If you want more power, go with the Elasticsearch DSL (opens new window). Warning: Only the query/filter part of the query DSL works in the Kibana search bar, so you'll be limited on using things like aggs and other functionality.

# Resources

Official Discover Tab Doc: https://www.elastic.co/guide/en/kibana/current/discover.html
Good Overview: https://www.timroes.de/2015/02/07/kibana-4-tutorial-part-2-discover/
Lucene Query Parser Syntax: https://lucene.apache.org/core/2_9_4/queryparsersyntax.html
Elasticsearch DSL: http://www.elastic.co/guide/en/elasticsearch/reference/current//query-dsl.html

# Visualize Data

Click the "Visualize" tab. Here we'll make charts, graphs, and other visualizations.
You can filter your data down using the "search" bar with the same options as the "Discover" tab allows.

# Resources

Official Visualize Tab Doc: https://www.elastic.co/guide/en/kibana/current/visualize.html

# Advanced Elasticsearch + Kibana Tips

# Changing Mappings

Strings are automatically classified as "analyzed" fields. This means that portions of them are indexed so complex searches for portions of strings can be performed more quickly.
This is great if you want to find a word in a sentence, but terrible if you want to find the number of unique ids in a given data set, since a "unique count" or agg of those ids will search across a portion of them.
In the case of these types of data, it's better to remap them to non-analyzed fields, which will be processed as an entire value.
The easiest way to do this on Qbox is to open up elasticsearch-kopf and go to the "rest" tab or use Sense to make requests.
Because you can't change mapping information on the fly, we'll need to create a new index, then reindex our data into it, finally deleting the old index.
First, create a new index with the desired changed mappings (you can retrieve those by doing a GET indexname/_mappings). I've shown modifying a field to "not_analyzed". It's good to version your changed mappings for the document type:

PUT my_index_v2

{ "mappings": { "my_type": { "some_field": { "type": "string", "index": "not_analyzed" } } } }

Second, populate the new index with data from your previous index using logstash.

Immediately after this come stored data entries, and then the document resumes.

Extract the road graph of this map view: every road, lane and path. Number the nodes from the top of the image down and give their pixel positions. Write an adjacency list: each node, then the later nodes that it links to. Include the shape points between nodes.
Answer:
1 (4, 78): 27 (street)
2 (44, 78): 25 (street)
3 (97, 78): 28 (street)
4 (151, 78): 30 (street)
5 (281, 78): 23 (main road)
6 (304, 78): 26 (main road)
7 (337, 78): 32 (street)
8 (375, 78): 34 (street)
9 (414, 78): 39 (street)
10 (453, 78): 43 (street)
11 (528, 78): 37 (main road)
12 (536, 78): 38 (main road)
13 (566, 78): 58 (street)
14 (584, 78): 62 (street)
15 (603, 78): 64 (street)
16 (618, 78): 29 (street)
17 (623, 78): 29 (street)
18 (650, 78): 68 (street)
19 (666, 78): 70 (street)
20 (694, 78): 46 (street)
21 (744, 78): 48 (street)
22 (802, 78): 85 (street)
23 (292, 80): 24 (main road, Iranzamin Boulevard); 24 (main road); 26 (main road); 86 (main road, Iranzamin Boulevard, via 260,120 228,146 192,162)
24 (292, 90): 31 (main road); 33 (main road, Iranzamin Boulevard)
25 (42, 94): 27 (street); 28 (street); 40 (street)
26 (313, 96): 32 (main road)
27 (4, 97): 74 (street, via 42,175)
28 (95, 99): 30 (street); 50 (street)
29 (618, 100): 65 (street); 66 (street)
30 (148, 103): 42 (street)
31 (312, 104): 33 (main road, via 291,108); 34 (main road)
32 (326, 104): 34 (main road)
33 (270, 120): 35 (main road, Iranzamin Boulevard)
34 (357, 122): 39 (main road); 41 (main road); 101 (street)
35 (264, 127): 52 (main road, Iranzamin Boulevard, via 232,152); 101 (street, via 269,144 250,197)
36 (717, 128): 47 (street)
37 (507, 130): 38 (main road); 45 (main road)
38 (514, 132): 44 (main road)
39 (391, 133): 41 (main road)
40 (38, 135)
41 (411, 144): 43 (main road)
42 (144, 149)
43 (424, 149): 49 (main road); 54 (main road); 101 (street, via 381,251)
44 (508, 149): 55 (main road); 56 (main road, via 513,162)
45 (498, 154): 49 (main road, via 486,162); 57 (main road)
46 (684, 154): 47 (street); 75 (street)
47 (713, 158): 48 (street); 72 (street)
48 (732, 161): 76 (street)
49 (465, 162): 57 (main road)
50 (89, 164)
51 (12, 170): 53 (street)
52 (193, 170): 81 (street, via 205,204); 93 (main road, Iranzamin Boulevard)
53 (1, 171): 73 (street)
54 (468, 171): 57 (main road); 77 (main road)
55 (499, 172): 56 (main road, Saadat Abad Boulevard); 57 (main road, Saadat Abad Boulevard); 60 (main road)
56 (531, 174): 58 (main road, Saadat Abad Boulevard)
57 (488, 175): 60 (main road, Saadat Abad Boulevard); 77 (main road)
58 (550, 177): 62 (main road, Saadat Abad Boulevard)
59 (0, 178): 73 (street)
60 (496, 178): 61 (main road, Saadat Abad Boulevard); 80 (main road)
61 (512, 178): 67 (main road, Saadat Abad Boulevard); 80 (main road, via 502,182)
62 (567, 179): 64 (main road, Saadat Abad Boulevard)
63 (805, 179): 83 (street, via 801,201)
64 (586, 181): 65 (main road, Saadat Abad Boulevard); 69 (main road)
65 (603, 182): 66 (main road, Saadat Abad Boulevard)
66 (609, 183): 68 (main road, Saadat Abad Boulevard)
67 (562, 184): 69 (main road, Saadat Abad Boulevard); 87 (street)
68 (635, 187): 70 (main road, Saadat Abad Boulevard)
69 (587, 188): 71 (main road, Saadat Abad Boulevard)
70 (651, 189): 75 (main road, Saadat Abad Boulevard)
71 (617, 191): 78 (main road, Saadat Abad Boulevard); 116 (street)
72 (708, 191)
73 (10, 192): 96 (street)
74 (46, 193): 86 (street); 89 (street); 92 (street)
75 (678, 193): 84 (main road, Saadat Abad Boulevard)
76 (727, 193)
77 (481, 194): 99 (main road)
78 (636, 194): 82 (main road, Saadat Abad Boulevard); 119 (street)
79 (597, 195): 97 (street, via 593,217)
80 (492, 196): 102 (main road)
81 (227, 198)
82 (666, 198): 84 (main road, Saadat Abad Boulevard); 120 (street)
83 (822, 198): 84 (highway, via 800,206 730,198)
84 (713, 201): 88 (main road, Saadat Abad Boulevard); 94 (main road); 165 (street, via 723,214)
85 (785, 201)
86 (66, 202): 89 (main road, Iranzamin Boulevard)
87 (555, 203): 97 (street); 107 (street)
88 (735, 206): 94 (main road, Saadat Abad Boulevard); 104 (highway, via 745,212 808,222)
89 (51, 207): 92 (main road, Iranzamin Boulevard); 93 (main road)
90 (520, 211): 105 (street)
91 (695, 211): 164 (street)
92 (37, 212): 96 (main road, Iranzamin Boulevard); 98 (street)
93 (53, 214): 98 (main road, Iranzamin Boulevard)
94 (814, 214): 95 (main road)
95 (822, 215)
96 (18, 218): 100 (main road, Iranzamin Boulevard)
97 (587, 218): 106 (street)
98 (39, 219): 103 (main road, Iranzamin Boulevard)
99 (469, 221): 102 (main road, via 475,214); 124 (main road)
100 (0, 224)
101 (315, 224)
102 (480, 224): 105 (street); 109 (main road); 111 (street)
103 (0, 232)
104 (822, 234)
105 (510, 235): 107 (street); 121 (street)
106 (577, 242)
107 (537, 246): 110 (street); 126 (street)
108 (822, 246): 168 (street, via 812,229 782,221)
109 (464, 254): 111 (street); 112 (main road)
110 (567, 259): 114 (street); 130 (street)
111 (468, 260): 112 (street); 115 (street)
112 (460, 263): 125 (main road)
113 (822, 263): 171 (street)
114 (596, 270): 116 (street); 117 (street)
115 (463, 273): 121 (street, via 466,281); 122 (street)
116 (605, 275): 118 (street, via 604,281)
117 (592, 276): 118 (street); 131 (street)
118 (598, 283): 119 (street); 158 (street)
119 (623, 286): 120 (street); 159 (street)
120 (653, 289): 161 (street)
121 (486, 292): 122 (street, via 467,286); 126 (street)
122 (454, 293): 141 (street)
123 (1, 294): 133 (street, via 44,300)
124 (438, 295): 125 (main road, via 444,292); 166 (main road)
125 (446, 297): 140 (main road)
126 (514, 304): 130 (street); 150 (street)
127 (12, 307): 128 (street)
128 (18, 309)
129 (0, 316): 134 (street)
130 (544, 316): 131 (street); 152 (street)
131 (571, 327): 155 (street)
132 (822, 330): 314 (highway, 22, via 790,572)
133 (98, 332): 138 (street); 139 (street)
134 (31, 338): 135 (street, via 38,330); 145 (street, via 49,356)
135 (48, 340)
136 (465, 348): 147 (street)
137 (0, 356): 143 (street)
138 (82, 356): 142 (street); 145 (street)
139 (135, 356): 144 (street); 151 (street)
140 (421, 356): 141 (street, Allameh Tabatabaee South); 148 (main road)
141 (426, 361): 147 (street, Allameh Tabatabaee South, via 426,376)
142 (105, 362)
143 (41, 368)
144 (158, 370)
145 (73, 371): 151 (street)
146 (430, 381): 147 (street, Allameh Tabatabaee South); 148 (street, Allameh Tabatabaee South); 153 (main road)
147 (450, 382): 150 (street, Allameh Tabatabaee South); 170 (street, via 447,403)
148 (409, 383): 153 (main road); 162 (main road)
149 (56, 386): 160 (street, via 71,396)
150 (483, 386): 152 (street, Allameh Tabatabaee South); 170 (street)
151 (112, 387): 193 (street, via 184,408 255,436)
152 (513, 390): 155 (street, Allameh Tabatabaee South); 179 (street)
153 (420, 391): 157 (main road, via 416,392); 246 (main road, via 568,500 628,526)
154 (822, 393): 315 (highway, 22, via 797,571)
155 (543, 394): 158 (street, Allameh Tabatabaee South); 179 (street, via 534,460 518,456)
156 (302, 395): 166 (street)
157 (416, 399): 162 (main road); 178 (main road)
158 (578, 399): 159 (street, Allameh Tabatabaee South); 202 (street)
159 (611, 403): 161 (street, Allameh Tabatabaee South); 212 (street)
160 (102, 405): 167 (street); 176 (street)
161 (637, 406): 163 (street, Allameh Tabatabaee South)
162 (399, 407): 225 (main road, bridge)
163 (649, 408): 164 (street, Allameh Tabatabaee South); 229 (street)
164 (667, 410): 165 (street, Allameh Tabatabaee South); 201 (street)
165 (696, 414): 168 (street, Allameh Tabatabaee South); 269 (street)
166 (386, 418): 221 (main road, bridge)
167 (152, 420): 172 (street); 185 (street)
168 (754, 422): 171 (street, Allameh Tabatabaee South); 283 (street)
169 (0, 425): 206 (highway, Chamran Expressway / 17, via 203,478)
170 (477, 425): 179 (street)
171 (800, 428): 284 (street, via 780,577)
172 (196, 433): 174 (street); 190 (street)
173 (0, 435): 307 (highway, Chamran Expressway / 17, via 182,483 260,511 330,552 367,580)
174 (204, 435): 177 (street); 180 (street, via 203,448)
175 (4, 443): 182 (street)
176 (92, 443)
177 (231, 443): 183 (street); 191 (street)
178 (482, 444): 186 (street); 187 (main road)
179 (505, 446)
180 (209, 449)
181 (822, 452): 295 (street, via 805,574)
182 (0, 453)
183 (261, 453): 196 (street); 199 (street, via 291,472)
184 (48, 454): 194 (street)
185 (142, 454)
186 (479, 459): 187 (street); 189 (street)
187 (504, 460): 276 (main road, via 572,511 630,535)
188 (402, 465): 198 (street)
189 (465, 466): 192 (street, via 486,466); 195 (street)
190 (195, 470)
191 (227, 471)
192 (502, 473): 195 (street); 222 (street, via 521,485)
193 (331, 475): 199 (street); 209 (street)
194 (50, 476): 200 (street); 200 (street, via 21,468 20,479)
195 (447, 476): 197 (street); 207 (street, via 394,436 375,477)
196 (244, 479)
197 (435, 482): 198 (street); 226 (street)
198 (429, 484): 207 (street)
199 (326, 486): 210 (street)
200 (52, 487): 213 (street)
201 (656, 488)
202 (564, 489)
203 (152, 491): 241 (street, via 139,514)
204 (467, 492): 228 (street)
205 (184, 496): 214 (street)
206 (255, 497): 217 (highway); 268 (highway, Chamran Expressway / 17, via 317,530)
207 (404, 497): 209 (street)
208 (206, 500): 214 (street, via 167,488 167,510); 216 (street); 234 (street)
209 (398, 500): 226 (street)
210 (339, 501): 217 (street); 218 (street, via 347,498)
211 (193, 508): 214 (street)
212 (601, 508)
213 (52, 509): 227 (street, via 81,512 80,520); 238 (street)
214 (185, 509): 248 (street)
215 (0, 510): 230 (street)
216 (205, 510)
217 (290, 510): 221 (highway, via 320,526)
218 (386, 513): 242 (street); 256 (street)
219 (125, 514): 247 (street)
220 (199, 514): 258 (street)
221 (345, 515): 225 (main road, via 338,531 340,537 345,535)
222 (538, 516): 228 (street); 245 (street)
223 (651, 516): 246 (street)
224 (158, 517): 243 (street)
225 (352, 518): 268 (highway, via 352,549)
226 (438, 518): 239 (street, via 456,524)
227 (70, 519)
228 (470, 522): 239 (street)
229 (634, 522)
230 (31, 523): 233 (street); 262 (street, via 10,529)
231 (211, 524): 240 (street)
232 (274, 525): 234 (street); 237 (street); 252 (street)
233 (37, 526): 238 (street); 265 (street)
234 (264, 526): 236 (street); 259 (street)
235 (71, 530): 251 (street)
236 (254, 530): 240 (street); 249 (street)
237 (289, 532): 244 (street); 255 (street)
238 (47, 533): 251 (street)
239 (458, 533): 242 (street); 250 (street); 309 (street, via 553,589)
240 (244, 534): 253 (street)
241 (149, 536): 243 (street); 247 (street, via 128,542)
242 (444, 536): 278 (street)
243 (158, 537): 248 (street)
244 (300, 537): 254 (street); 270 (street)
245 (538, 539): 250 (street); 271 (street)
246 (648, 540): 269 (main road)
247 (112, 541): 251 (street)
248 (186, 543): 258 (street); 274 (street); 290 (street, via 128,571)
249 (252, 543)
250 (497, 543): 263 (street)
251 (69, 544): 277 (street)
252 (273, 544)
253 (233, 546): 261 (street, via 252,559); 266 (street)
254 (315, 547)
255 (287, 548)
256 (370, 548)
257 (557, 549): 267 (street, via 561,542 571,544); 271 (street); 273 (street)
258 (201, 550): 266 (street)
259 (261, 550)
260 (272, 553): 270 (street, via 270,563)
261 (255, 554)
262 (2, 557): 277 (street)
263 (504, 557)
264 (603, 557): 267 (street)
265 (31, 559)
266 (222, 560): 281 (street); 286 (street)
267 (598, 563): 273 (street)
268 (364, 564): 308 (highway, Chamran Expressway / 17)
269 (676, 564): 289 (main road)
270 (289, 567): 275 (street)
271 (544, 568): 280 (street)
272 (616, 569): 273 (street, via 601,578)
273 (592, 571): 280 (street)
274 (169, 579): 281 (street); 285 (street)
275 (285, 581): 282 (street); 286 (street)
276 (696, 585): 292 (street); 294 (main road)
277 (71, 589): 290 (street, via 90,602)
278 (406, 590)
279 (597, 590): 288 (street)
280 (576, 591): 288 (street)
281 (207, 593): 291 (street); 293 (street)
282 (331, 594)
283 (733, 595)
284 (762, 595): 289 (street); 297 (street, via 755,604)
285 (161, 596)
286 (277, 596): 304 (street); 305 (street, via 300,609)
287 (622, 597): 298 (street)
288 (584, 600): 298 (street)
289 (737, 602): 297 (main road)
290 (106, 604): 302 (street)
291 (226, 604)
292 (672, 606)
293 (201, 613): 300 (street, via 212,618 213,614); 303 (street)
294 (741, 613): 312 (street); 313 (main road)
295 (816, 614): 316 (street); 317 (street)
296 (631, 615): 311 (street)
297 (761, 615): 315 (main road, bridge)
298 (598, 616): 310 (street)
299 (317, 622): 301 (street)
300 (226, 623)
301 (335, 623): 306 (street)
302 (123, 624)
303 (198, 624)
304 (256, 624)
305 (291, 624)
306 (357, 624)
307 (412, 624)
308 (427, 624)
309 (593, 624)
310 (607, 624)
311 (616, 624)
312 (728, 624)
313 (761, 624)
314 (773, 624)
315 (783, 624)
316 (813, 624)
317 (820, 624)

Note -f flag for specifying the custom logstash.conf:

bin/logstash -f logstash.conf

Third, delete the old alias (if it exists) and create a new alias from your new index (my_index_v2) to whatever you want your canonical index alias to be (say "my_index", for example):

curl -XPOST localhost:9200/_aliases -d ' { "actions": [ { "remove": { "alias": "my_index", "index": "my_index_v1" }}, { "add": { "alias": "my_index", "index": "my_index_v2" }} ] } '

Alternatively, if you're correcting old wrongs, delete your original index:

curl -XDELETE localhost:9200/my_index_v1

WARNING: I've had mixed success with this method. A VERY easy way of addressing this problem is to use logstash's built-in feature that creates a "raw" (not analyzed) version of each field by default. The easiest way to make use of this is to simply to...

Create a new index with the same mappings as your exisitng one. Make sure you name this index "logstash-yourawesomename"; logstash will only use its default pattern that creates the .raw fields if the index starts with "logstash-".
Create a simple logstash.conf to move your existing index to the new one.
Execute!

After refreshing your field mappings in Kibana, you should see your fields now have counterparts with a ".raw" prefix (ex: a "message" field might become "message.raw"). Use those for unique counts and other areas where you want to match the exact value, not analyzed portions of it.

# Resources

Mapping Reference: https://www.elastic.co/guide/en/elasticsearch/guide/current/mapping-intro.html
Changing Mappings with Zero Downtime: https://www.elastic.co/blog/changing-mapping-with-zero-downtime
Re-indexing with Logstash: http://blog.sematext.com/2015/05/04/recipe-reindexing-elasticsearch-documents-with-logstash/
Details on Logstash Filters: https://www.elastic.co/guide/en/logstash/master/filter-plugins.html
Logstash Docs: https://www.elastic.co/guide/en/logstash/current/introduction.html
Information on Elasticsearch Logstash format: https://www.elastic.co/guide/en/logstash/current/plugins-outputs-elasticsearch.html
Acceptable filter options to change Elasticsearch values with Logstash: https://www.elastic.co/guide/en/logstash/current/plugins-filters-mutate.html#plugins-filters-mutate-convert

# Unique Counts

In the Elasticsearch DSL, distinct counts are pretty simple using cardinality aggs: https://www.elastic.co/guide/en/elasticsearch/guide/current/cardinality.html
However, if you're looking at representing a distinct count in Kibana, you're a little more limited, since the Kibana search bar doesn't accept aggs.
First, go to Visualize and create a new bar graph for the data you want to perform a distinct count on.
Second, select "Unique Count" from the Y-Axis options and select the field you want to do a distinct count on.
If the results are obviously incorrect, you might see a warning regarding an "Analyzed" field. This probably means that the distinct count is running on the separately indexed pieces of a string, not treating the string as a single unit (as you would want it to with a UUID of some sort). If this is the case, follow my instructions on how to change mapping for the field to be "not_analyzed".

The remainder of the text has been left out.